Overall, Google had almost nothing to say about the Pixel 4’s camera hardware on stage beyond the acknowledgement of the second lens. It turns out the main lens has received a slight aperture increase, going to f/1.7 from f/1.8, while the sensor remains 12 megapixels and is presumably the same size as before.
“But the hardware isn’t what makes our camera so much better,” Ellis went on. “The special sauce that makes our Pixel camera unique is computational photography.” That is certainly true, and what followed was an engaging presentation from Levoy on how the Pixel works its magic. Or, as he described it in a wry swipe at Apple: “It’s not mad science, it’s just simple physics.”
After explaining the basic principles of HDR+, Levoy detailed four new computational additions to the Pixel 4 camera. The first was Live HDR+, which uses machine learning to calculate HDR+ in real time so you can see it in the viewfinder. This also allows you to control the camera’s exposure with sliders for brightness and shadows, which could make it a lot easier to lock in the results you want.
Elsewhere, the Pixel 4 now uses machine learning for white balance in all modes, instead of just Night Sight — the examples Levoy used included a snow scene, which trips up traditional cameras all the time. The Pixel 4 portrait mode uses the telephoto lens to create a better depth map and work with a wider range of subjects. And Night Sight now has an astrophotography function that merges images across four-minute exposures to produce pin-sharp photos of stars.
All of these features sound cool, and I could watch Marc Levoy talk about HDR algorithms for hours. But it’s hard to know whether the announcements will add up to meaningful, noticeable improvements in pure image quality for the types of photos we take every day. I’m looking forward to taking pictures of stars on my phone, but I don’t know if it’s a selling point. What matters is the extent to which Google has managed to push its core photographic results forward.
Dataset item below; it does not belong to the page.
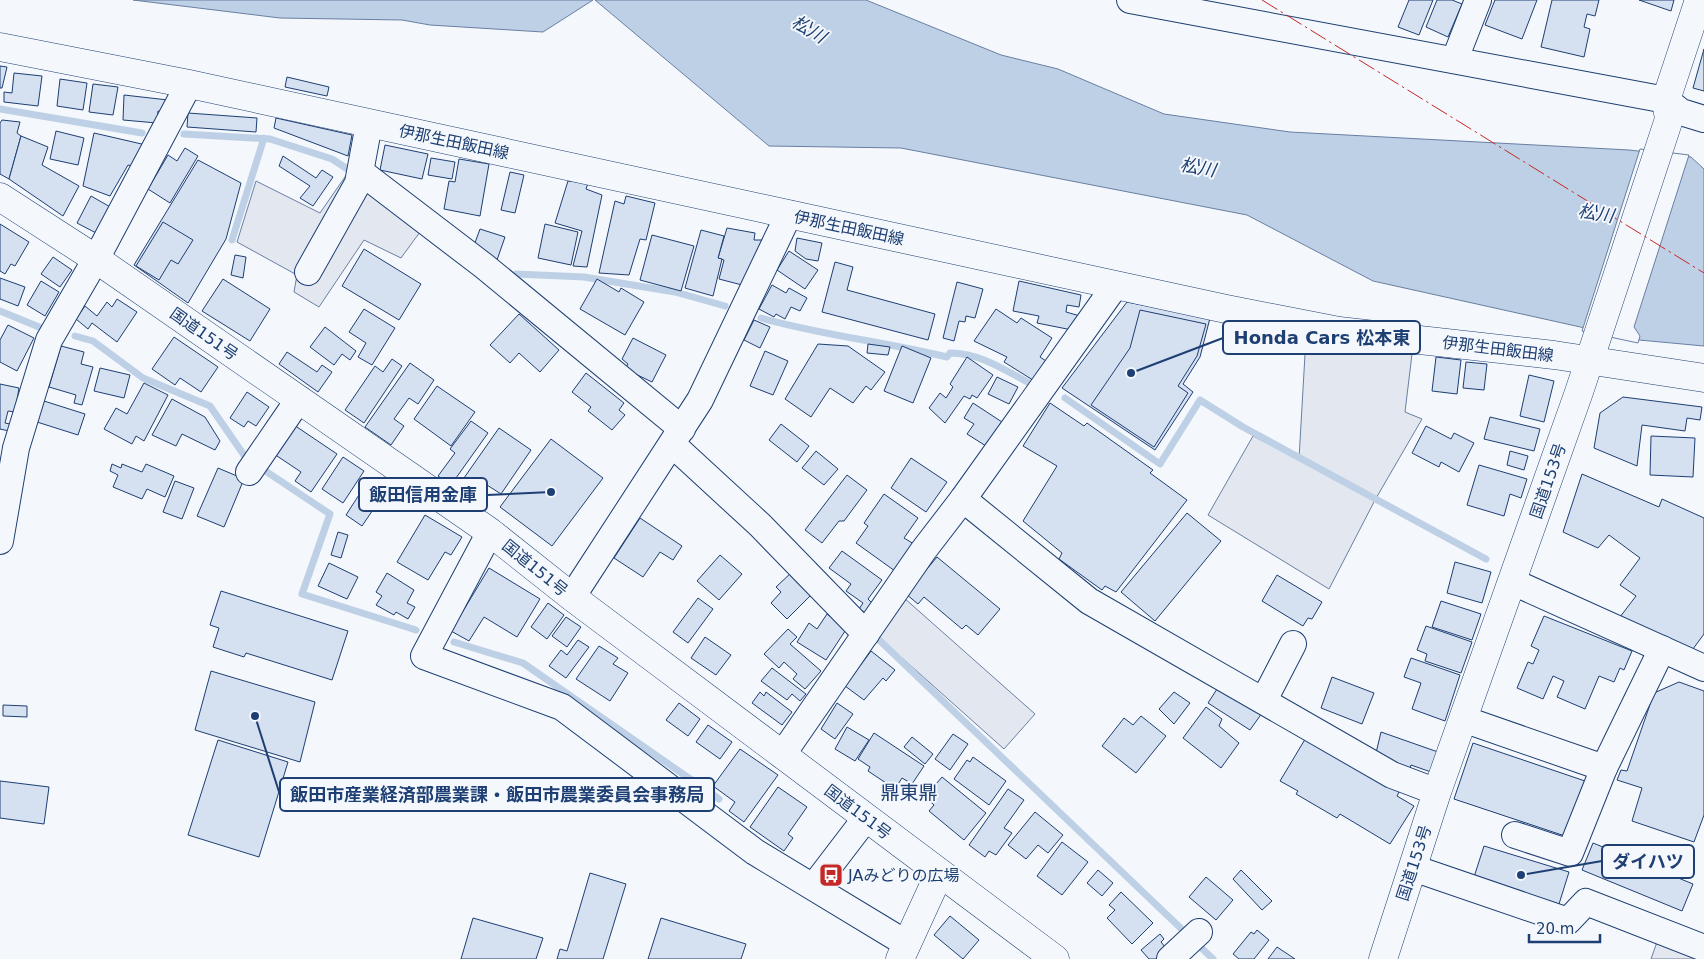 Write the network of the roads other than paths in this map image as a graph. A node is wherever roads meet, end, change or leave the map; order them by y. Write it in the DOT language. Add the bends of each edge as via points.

This is basically what I thought about the iPhone 11 after its launch, of course, and it turned out to be the biggest leap for Apple in several years despite what appeared to be near-identical hardware. We won’t know how good the Pixel 4 camera really is until we’ve spent more time with it. But the Pixel 3 camera is still one of the best in the world, so there’s no reason to expect anything short of greatness.
We just wonder about that missing ultrawide.